**Task prompt**
Each line of the entries below that includes "Hillside" belongs in your answer.

__________________________________________________

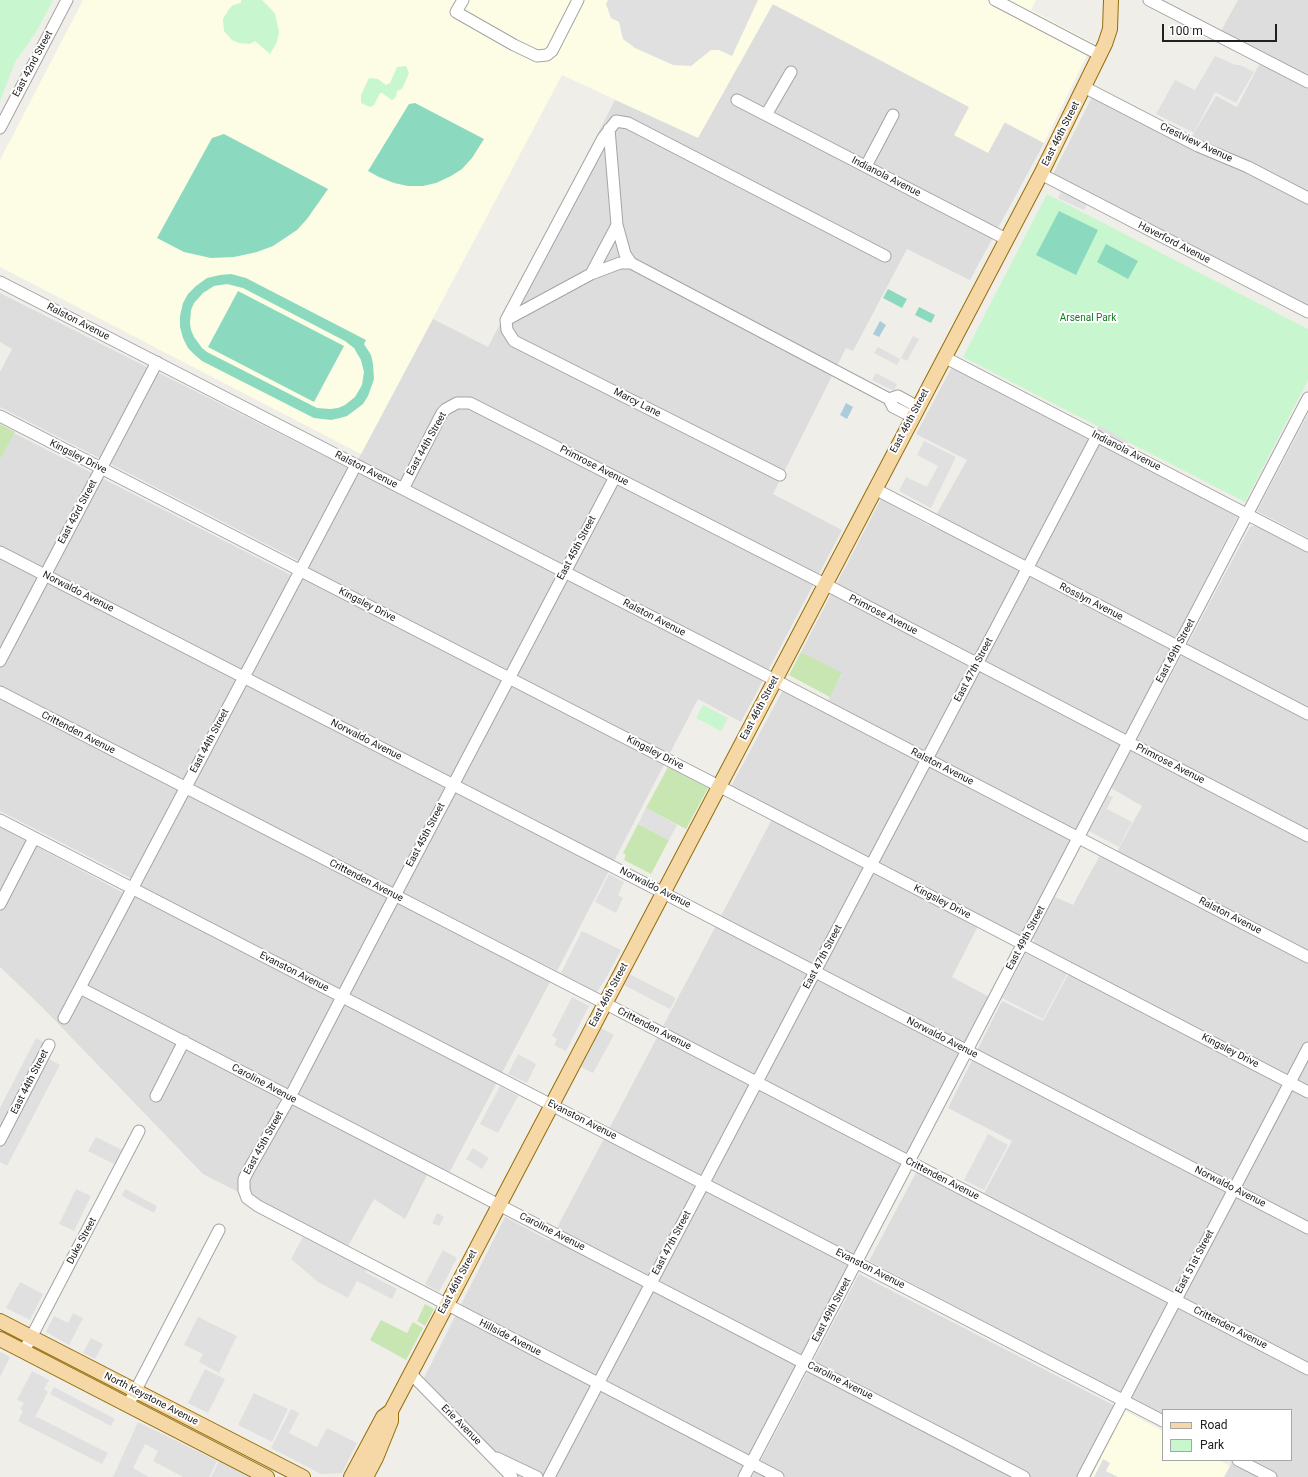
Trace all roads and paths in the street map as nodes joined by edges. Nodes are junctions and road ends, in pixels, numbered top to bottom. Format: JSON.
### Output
{"nodes":[{"id":1,"x":67,"y":0,"type":"edge"},
{"id":2,"x":463,"y":0,"type":"edge"},
{"id":3,"x":578,"y":0,"type":"edge"},
{"id":4,"x":995,"y":0,"type":"edge"},
{"id":5,"x":1111,"y":0,"type":"edge"},
{"id":6,"x":1149,"y":0,"type":"edge"},
{"id":7,"x":1100,"y":55,"type":"junction"},
{"id":8,"x":791,"y":72,"type":"dead end"},
{"id":9,"x":1308,"y":82,"type":"edge"},
{"id":10,"x":1084,"y":87,"type":"junction"},
{"id":11,"x":737,"y":100,"type":"dead end"},
{"id":12,"x":766,"y":115,"type":"junction"},
{"id":13,"x":893,"y":115,"type":"dead end"},
{"id":14,"x":0,"y":128,"type":"edge"},
{"id":15,"x":609,"y":129,"type":"junction"},
{"id":16,"x":866,"y":166,"type":"junction"},
{"id":17,"x":1041,"y":174,"type":"junction"},
{"id":18,"x":1308,"y":198,"type":"edge"},
{"id":19,"x":617,"y":225,"type":"junction"},
{"id":20,"x":1006,"y":239,"type":"junction"},
{"id":21,"x":885,"y":256,"type":"dead end"},
{"id":22,"x":632,"y":263,"type":"junction"},
{"id":23,"x":591,"y":274,"type":"junction"},
{"id":24,"x":0,"y":282,"type":"edge"},
{"id":25,"x":1308,"y":312,"type":"edge"},
{"id":26,"x":506,"y":320,"type":"junction"},
{"id":27,"x":944,"y":357,"type":"junction"},
{"id":28,"x":157,"y":362,"type":"junction"},
{"id":29,"x":1308,"y":398,"type":"edge"},
{"id":30,"x":455,"y":404,"type":"joint"},
{"id":31,"x":915,"y":412,"type":"junction"},
{"id":32,"x":0,"y":416,"type":"edge"},
{"id":33,"x":1097,"y":436,"type":"junction"},
{"id":34,"x":356,"y":465,"type":"junction"},
{"id":35,"x":101,"y":468,"type":"junction"},
{"id":36,"x":780,"y":475,"type":"dead end"},
{"id":37,"x":615,"y":477,"type":"junction"},
{"id":38,"x":403,"y":489,"type":"junction"},
{"id":39,"x":874,"y":489,"type":"junction"},
{"id":40,"x":1248,"y":514,"type":"junction"},
{"id":41,"x":1308,"y":546,"type":"edge"},
{"id":42,"x":0,"y":552,"type":"edge"},
{"id":43,"x":1027,"y":569,"type":"junction"},
{"id":44,"x":300,"y":570,"type":"junction"},
{"id":45,"x":564,"y":572,"type":"junction"},
{"id":46,"x":45,"y":575,"type":"junction"},
{"id":47,"x":825,"y":585,"type":"junction"},
{"id":48,"x":1178,"y":647,"type":"junction"},
{"id":49,"x":0,"y":661,"type":"edge"},
{"id":50,"x":977,"y":664,"type":"junction"},
{"id":51,"x":244,"y":677,"type":"junction"},
{"id":52,"x":509,"y":678,"type":"junction"},
{"id":53,"x":775,"y":680,"type":"junction"},
{"id":54,"x":0,"y":692,"type":"edge"},
{"id":55,"x":1308,"y":714,"type":"edge"},
{"id":56,"x":1128,"y":742,"type":"junction"},
{"id":57,"x":927,"y":759,"type":"junction"},
{"id":58,"x":453,"y":785,"type":"junction"},
{"id":59,"x":719,"y":786,"type":"junction"},
{"id":60,"x":185,"y":788,"type":"junction"},
{"id":61,"x":0,"y":820,"type":"edge"},
{"id":62,"x":1308,"y":836,"type":"edge"},
{"id":63,"x":34,"y":838,"type":"junction"},
{"id":64,"x":1078,"y":838,"type":"junction"},
{"id":65,"x":871,"y":865,"type":"junction"},
{"id":66,"x":132,"y":888,"type":"junction"},
{"id":67,"x":663,"y":893,"type":"junction"},
{"id":68,"x":394,"y":896,"type":"junction"},
{"id":69,"x":0,"y":904,"type":"edge"},
{"id":70,"x":1023,"y":944,"type":"junction"},
{"id":71,"x":1308,"y":957,"type":"edge"},
{"id":72,"x":815,"y":972,"type":"junction"},
{"id":73,"x":80,"y":988,"type":"junction"},
{"id":74,"x":342,"y":996,"type":"junction"},
{"id":75,"x":604,"y":1004,"type":"junction"},
{"id":76,"x":64,"y":1018,"type":"dead end"},
{"id":77,"x":184,"y":1041,"type":"junction"},
{"id":78,"x":49,"y":1045,"type":"dead end"},
{"id":79,"x":1308,"y":1048,"type":"edge"},
{"id":80,"x":967,"y":1050,"type":"junction"},
{"id":81,"x":757,"y":1082,"type":"junction"},
{"id":82,"x":1290,"y":1082,"type":"junction"},
{"id":83,"x":1308,"y":1092,"type":"edge"},
{"id":84,"x":156,"y":1096,"type":"dead end"},
{"id":85,"x":290,"y":1097,"type":"junction"},
{"id":86,"x":552,"y":1104,"type":"junction"},
{"id":87,"x":139,"y":1131,"type":"dead end"},
{"id":88,"x":0,"y":1140,"type":"edge"},
{"id":89,"x":909,"y":1162,"type":"junction"},
{"id":90,"x":704,"y":1183,"type":"junction"},
{"id":91,"x":1234,"y":1189,"type":"junction"},
{"id":92,"x":245,"y":1194,"type":"joint"},
{"id":93,"x":499,"y":1204,"type":"junction"},
{"id":94,"x":1308,"y":1228,"type":"edge"},
{"id":95,"x":219,"y":1230,"type":"dead end"},
{"id":96,"x":857,"y":1262,"type":"junction"},
{"id":97,"x":651,"y":1283,"type":"junction"},
{"id":98,"x":1176,"y":1300,"type":"junction"},
{"id":99,"x":446,"y":1305,"type":"junction"},
{"id":100,"x":0,"y":1321,"type":"edge"},
{"id":101,"x":31,"y":1337,"type":"junction"},
{"id":102,"x":0,"y":1339,"type":"edge"},
{"id":103,"x":24,"y":1351,"type":"junction"},
{"id":104,"x":804,"y":1363,"type":"junction"},
{"id":105,"x":1308,"y":1368,"type":"edge"},
{"id":106,"x":410,"y":1373,"type":"junction"},
{"id":107,"x":598,"y":1384,"type":"junction"},
{"id":108,"x":135,"y":1391,"type":"junction"},
{"id":109,"x":1123,"y":1400,"type":"junction"},
{"id":110,"x":128,"y":1405,"type":"junction"},
{"id":111,"x":391,"y":1411,"type":"junction"},
{"id":112,"x":1162,"y":1420,"type":"edge"},
{"id":113,"x":491,"y":1455,"type":"junction"},
{"id":114,"x":1240,"y":1461,"type":"edge"},
{"id":115,"x":752,"y":1463,"type":"junction"},
{"id":116,"x":267,"y":1477,"type":"edge"},
{"id":117,"x":302,"y":1477,"type":"edge"},
{"id":118,"x":351,"y":1477,"type":"edge"},
{"id":119,"x":366,"y":1477,"type":"edge"},
{"id":120,"x":512,"y":1477,"type":"edge"},
{"id":121,"x":537,"y":1477,"type":"edge"},
{"id":122,"x":549,"y":1477,"type":"edge"},
{"id":123,"x":744,"y":1477,"type":"edge"},
{"id":124,"x":778,"y":1477,"type":"edge"},
{"id":125,"x":1024,"y":1477,"type":"edge"},
{"id":126,"x":1083,"y":1477,"type":"edge"},
{"id":127,"x":1271,"y":1477,"type":"edge"}],
"edges":[{"from":1,"to":14,"type":"street","name":"East 42nd Street"},
{"from":2,"to":3,"type":"street"},
{"from":4,"to":7,"type":"street"},
{"from":5,"to":7,"type":"main road","name":"East 46th Street"},
{"from":6,"to":9,"type":"street"},
{"from":7,"to":10,"type":"main road","name":"East 46th Street"},
{"from":8,"to":12,"type":"street"},
{"from":10,"to":17,"type":"main road","name":"East 46th Street"},
{"from":10,"to":18,"type":"street","name":"Crestview Avenue"},
{"from":11,"to":12,"type":"street","name":"Indianola Avenue"},
{"from":12,"to":16,"type":"street","name":"Indianola Avenue"},
{"from":13,"to":16,"type":"street"},
{"from":15,"to":19,"type":"street"},
{"from":15,"to":21,"type":"street"},
{"from":15,"to":26,"type":"street"},
{"from":16,"to":20,"type":"street","name":"Indianola Avenue"},
{"from":17,"to":20,"type":"main road","name":"East 46th Street"},
{"from":17,"to":25,"type":"street","name":"Haverford Avenue"},
{"from":19,"to":22,"type":"street"},
{"from":19,"to":23,"type":"street"},
{"from":20,"to":27,"type":"main road","name":"East 46th Street"},
{"from":22,"to":23,"type":"street"},
{"from":22,"to":31,"type":"street"},
{"from":23,"to":26,"type":"street"},
{"from":24,"to":28,"type":"street","name":"Ralston Avenue"},
{"from":26,"to":36,"type":"street","name":"Marcy Lane"},
{"from":27,"to":31,"type":"main road","name":"East 46th Street"},
{"from":27,"to":33,"type":"street","name":"Indianola Avenue"},
{"from":28,"to":34,"type":"street","name":"Ralston Avenue"},
{"from":28,"to":35,"type":"street","name":"East 43rd Street"},
{"from":29,"to":40,"type":"street","name":"East 49th Street"},
{"from":30,"to":37,"type":"street","name":"Primrose Avenue"},
{"from":30,"to":38,"type":"street","name":"East 44th Street"},
{"from":31,"to":39,"type":"main road","name":"East 46th Street"},
{"from":32,"to":35,"type":"street","name":"Kingsley Drive"},
{"from":33,"to":40,"type":"street","name":"Indianola Avenue"},
{"from":33,"to":43,"type":"street","name":"East 47th Street"},
{"from":34,"to":38,"type":"street","name":"Ralston Avenue"},
{"from":34,"to":44,"type":"street","name":"East 44th Street"},
{"from":35,"to":44,"type":"street","name":"Kingsley Drive"},
{"from":35,"to":46,"type":"street","name":"East 43rd Street"},
{"from":37,"to":45,"type":"street","name":"East 45th Street"},
{"from":37,"to":47,"type":"street","name":"Primrose Avenue"},
{"from":38,"to":45,"type":"street","name":"Ralston Avenue"},
{"from":39,"to":43,"type":"street","name":"Rosslyn Avenue"},
{"from":39,"to":47,"type":"main road","name":"East 46th Street"},
{"from":40,"to":41,"type":"street","name":"Indianola Avenue"},
{"from":40,"to":48,"type":"street","name":"East 49th Street"},
{"from":42,"to":46,"type":"street","name":"Norwaldo Avenue"},
{"from":43,"to":48,"type":"street","name":"Rosslyn Avenue"},
{"from":43,"to":50,"type":"street","name":"East 47th Street"},
{"from":44,"to":51,"type":"street","name":"East 44th Street"},
{"from":44,"to":52,"type":"street","name":"Kingsley Drive"},
{"from":45,"to":52,"type":"street","name":"East 45th Street"},
{"from":45,"to":53,"type":"street","name":"Ralston Avenue"},
{"from":46,"to":49,"type":"street","name":"East 43rd Street"},
{"from":46,"to":51,"type":"street","name":"Norwaldo Avenue"},
{"from":47,"to":50,"type":"street","name":"Primrose Avenue"},
{"from":47,"to":53,"type":"main road","name":"East 46th Street"},
{"from":48,"to":55,"type":"street","name":"Rosslyn Avenue"},
{"from":48,"to":56,"type":"street","name":"East 49th Street"},
{"from":50,"to":56,"type":"street","name":"Primrose Avenue"},
{"from":50,"to":57,"type":"street","name":"East 47th Street"},
{"from":51,"to":58,"type":"street","name":"Norwaldo Avenue"},
{"from":51,"to":60,"type":"street","name":"East 44th Street"},
{"from":52,"to":58,"type":"street","name":"East 45th Street"},
{"from":52,"to":59,"type":"street","name":"Kingsley Drive"},
{"from":53,"to":57,"type":"street","name":"Ralston Avenue"},
{"from":53,"to":59,"type":"main road","name":"East 46th Street"},
{"from":54,"to":60,"type":"street","name":"Crittenden Avenue"},
{"from":56,"to":62,"type":"street","name":"Primrose Avenue"},
{"from":56,"to":64,"type":"street","name":"East 49th Street"},
{"from":57,"to":64,"type":"street","name":"Ralston Avenue"},
{"from":57,"to":65,"type":"street","name":"East 47th Street"},
{"from":58,"to":67,"type":"street","name":"Norwaldo Avenue"},
{"from":58,"to":68,"type":"street","name":"East 45th Street"},
{"from":59,"to":65,"type":"street","name":"Kingsley Drive"},
{"from":59,"to":67,"type":"main road","name":"East 46th Street"},
{"from":60,"to":66,"type":"street","name":"East 44th Street"},
{"from":60,"to":68,"type":"street","name":"Crittenden Avenue"},
{"from":61,"to":63,"type":"street","name":"Evanston Avenue"},
{"from":63,"to":66,"type":"street","name":"Evanston Avenue"},
{"from":63,"to":69,"type":"street"},
{"from":64,"to":70,"type":"street","name":"East 49th Street"},
{"from":64,"to":71,"type":"street","name":"Ralston Avenue"},
{"from":65,"to":70,"type":"street","name":"Kingsley Drive"},
{"from":65,"to":72,"type":"street","name":"East 47th Street"},
{"from":66,"to":73,"type":"street","name":"East 44th Street"},
{"from":66,"to":74,"type":"street","name":"Evanston Avenue"},
{"from":67,"to":72,"type":"street","name":"Norwaldo Avenue"},
{"from":67,"to":75,"type":"main road","name":"East 46th Street"},
{"from":68,"to":74,"type":"street","name":"East 45th Street"},
{"from":68,"to":75,"type":"street","name":"Crittenden Avenue"},
{"from":70,"to":80,"type":"street","name":"East 49th Street"},
{"from":70,"to":82,"type":"street","name":"Kingsley Drive"},
{"from":72,"to":80,"type":"street","name":"Norwaldo Avenue"},
{"from":72,"to":81,"type":"street","name":"East 47th Street"},
{"from":73,"to":76,"type":"street","name":"East 44th Street"},
{"from":73,"to":77,"type":"street","name":"Caroline Avenue"},
{"from":74,"to":85,"type":"street","name":"East 45th Street"},
{"from":74,"to":86,"type":"street","name":"Evanston Avenue"},
{"from":75,"to":81,"type":"street","name":"Crittenden Avenue"},
{"from":75,"to":86,"type":"main road","name":"East 46th Street"},
{"from":77,"to":84,"type":"street"},
{"from":77,"to":85,"type":"street","name":"Caroline Avenue"},
{"from":78,"to":88,"type":"street","name":"East 44th Street"},
{"from":79,"to":82,"type":"street","name":"East 51st Street"},
{"from":80,"to":89,"type":"street","name":"East 49th Street"},
{"from":80,"to":91,"type":"street","name":"Norwaldo Avenue"},
{"from":81,"to":89,"type":"street","name":"Crittenden Avenue"},
{"from":81,"to":90,"type":"street","name":"East 47th Street"},
{"from":82,"to":83,"type":"street","name":"Kingsley Drive"},
{"from":82,"to":91,"type":"street","name":"East 51st Street"},
{"from":85,"to":92,"type":"street","name":"East 45th Street"},
{"from":85,"to":93,"type":"street","name":"Caroline Avenue"},
{"from":86,"to":90,"type":"street","name":"Evanston Avenue"},
{"from":86,"to":93,"type":"main road","name":"East 46th Street"},
{"from":87,"to":101,"type":"street","name":"Duke Street"},
{"from":89,"to":96,"type":"street","name":"East 49th Street"},
{"from":89,"to":98,"type":"street","name":"Crittenden Avenue"},
{"from":90,"to":96,"type":"street","name":"Evanston Avenue"},
{"from":90,"to":97,"type":"street","name":"East 47th Street"},
{"from":91,"to":94,"type":"street","name":"Norwaldo Avenue"},
{"from":91,"to":98,"type":"street","name":"East 51st Street"},
{"from":92,"to":99,"type":"street","name":"Hillside Avenue"},
{"from":93,"to":97,"type":"street","name":"Caroline Avenue"},
{"from":93,"to":99,"type":"main road","name":"East 46th Street"},
{"from":95,"to":108,"type":"street"},
{"from":96,"to":104,"type":"street","name":"East 49th Street"},
{"from":96,"to":109,"type":"street","name":"Evanston Avenue"},
{"from":97,"to":104,"type":"street","name":"Caroline Avenue"},
{"from":97,"to":107,"type":"street","name":"East 47th Street"},
{"from":98,"to":105,"type":"street","name":"Crittenden Avenue"},
{"from":98,"to":109,"type":"street","name":"East 51st Street"},
{"from":99,"to":106,"type":"main road","name":"East 46th Street"},
{"from":99,"to":107,"type":"street","name":"Hillside Avenue"},
{"from":100,"to":101,"type":"main road","name":"North Keystone Avenue"},
{"from":101,"to":103,"type":"street","name":"Duke Street"},
{"from":101,"to":108,"type":"main road","name":"North Keystone Avenue"},
{"from":102,"to":103,"type":"main road","name":"North Keystone Avenue"},
{"from":103,"to":110,"type":"main road","name":"North Keystone Avenue"},
{"from":104,"to":115,"type":"street","name":"East 49th Street"},
{"from":104,"to":125,"type":"street","name":"Caroline Avenue"},
{"from":106,"to":111,"type":"main road","name":"East 46th Street"},
{"from":106,"to":113,"type":"street","name":"Erie Avenue"},
{"from":107,"to":115,"type":"street","name":"Hillside Avenue"},
{"from":107,"to":122,"type":"street","name":"East 47th Street"},
{"from":108,"to":110,"type":"street"},
{"from":108,"to":117,"type":"main road","name":"North Keystone Avenue"},
{"from":109,"to":112,"type":"street","name":"Evanston Avenue"},
{"from":109,"to":126,"type":"street","name":"East 51st Street"},
{"from":110,"to":116,"type":"main road","name":"North Keystone Avenue"},
{"from":111,"to":118,"type":"main road","name":"East 46th Street"},
{"from":111,"to":119,"type":"main road","name":"East 46th Street"},
{"from":113,"to":120,"type":"street","name":"Erie Avenue"},
{"from":113,"to":121,"type":"street"},
{"from":114,"to":127,"type":"street"},
{"from":115,"to":123,"type":"street","name":"East 49th Street"},
{"from":115,"to":124,"type":"street","name":"Hillside Avenue"}]}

__________________________________________________

**Solution to this task**
{"from":92,"to":99,"type":"street","name":"Hillside Avenue"},
{"from":99,"to":107,"type":"street","name":"Hillside Avenue"},
{"from":107,"to":115,"type":"street","name":"Hillside Avenue"},
{"from":115,"to":124,"type":"street","name":"Hillside Avenue"}]}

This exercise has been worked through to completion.